In 2012, we launched our carbon emissions and fuel cost calculator to help our fleet customers assess the emissions benefits of alternative fuel vehicles. This calculator allows fleet customers to input factors such as vehicle type (e.g., hybrid, battery electric, diesel), electricity source by region (e.g., coal, nuclear, renewables, natural gas) and likely driving patterns (e.g. stop-and-go city traffic, highway driving or a mix). These key factors help determine the environmental benefits the customer might expect to achieve with each type of vehicle. For a customer deciding where to place an electric vehicle in her fleet, the calculator shows that the Focus Electric emits about 70 g CO2/km using electricity from the low-carbon California grid but more than twice as much, about 150 g CO2/km, in the more coal intensive Southeast U.S. We hope to expand this calculator to Europe and China at a later date, as the U.S., Europe and China are expected to account for the majority of hybrid and electric vehicles through 2020. The calculator enables our fleet customers to both save money and protect the environment.
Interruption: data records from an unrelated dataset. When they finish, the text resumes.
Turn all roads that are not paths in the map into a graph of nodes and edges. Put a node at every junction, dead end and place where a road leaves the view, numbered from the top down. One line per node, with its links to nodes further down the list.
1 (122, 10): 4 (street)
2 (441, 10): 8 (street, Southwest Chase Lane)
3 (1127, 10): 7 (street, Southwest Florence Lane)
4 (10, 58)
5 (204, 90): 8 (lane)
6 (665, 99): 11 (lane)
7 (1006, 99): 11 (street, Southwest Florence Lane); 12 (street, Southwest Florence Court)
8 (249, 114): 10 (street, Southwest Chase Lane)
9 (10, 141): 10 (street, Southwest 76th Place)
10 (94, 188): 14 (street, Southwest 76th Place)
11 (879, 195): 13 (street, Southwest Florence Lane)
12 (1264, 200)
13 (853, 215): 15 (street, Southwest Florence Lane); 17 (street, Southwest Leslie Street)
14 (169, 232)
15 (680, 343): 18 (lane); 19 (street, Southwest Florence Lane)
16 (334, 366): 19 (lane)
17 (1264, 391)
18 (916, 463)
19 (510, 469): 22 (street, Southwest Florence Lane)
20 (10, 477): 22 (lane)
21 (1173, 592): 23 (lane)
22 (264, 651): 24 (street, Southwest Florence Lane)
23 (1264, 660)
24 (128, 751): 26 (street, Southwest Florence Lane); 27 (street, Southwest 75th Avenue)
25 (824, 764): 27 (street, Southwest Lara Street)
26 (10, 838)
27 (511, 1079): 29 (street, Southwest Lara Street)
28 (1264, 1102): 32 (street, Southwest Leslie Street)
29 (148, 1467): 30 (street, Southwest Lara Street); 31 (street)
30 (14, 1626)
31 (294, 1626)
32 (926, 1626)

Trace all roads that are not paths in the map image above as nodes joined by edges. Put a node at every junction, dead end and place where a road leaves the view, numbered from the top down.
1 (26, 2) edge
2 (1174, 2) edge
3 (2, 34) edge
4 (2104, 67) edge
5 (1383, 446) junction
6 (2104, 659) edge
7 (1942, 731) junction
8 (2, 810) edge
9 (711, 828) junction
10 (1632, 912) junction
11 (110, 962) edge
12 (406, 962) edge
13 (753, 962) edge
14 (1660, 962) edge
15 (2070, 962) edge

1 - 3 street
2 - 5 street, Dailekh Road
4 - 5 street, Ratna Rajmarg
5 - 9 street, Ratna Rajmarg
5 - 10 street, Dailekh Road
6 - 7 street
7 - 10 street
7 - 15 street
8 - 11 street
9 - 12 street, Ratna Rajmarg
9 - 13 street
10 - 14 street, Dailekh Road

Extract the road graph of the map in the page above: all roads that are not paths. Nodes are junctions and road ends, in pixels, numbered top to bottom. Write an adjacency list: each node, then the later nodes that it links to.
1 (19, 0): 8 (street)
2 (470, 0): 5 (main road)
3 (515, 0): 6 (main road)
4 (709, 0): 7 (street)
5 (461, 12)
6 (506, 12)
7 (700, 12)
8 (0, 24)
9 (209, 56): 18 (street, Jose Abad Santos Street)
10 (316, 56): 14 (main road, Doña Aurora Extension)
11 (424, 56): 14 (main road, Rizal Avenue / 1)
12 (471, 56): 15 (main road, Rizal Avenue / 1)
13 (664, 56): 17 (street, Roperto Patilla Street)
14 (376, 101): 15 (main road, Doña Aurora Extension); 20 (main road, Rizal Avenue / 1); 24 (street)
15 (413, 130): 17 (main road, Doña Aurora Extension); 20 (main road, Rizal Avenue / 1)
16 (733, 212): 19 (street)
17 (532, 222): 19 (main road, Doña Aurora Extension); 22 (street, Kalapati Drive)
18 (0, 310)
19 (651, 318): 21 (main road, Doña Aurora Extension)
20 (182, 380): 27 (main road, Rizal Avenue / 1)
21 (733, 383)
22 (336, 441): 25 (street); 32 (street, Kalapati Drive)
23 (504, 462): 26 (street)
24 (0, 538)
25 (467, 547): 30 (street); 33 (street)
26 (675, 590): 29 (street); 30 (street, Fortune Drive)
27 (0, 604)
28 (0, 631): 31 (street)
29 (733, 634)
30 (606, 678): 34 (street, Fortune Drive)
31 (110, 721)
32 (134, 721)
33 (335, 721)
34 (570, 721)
- Environmental aspects is a term used in the ISO 14001 framework to denote elements of an organization’s activities, products and services that can interact with the environment. Potential environmental impacts include any change to the environment, whether adverse or beneficial, wholly or partially resulting from an organization’s activities, products or services. Local Ford facilities use corporate lists of environmental aspects and potential impacts to identify and amplify those aspects that apply to their operations.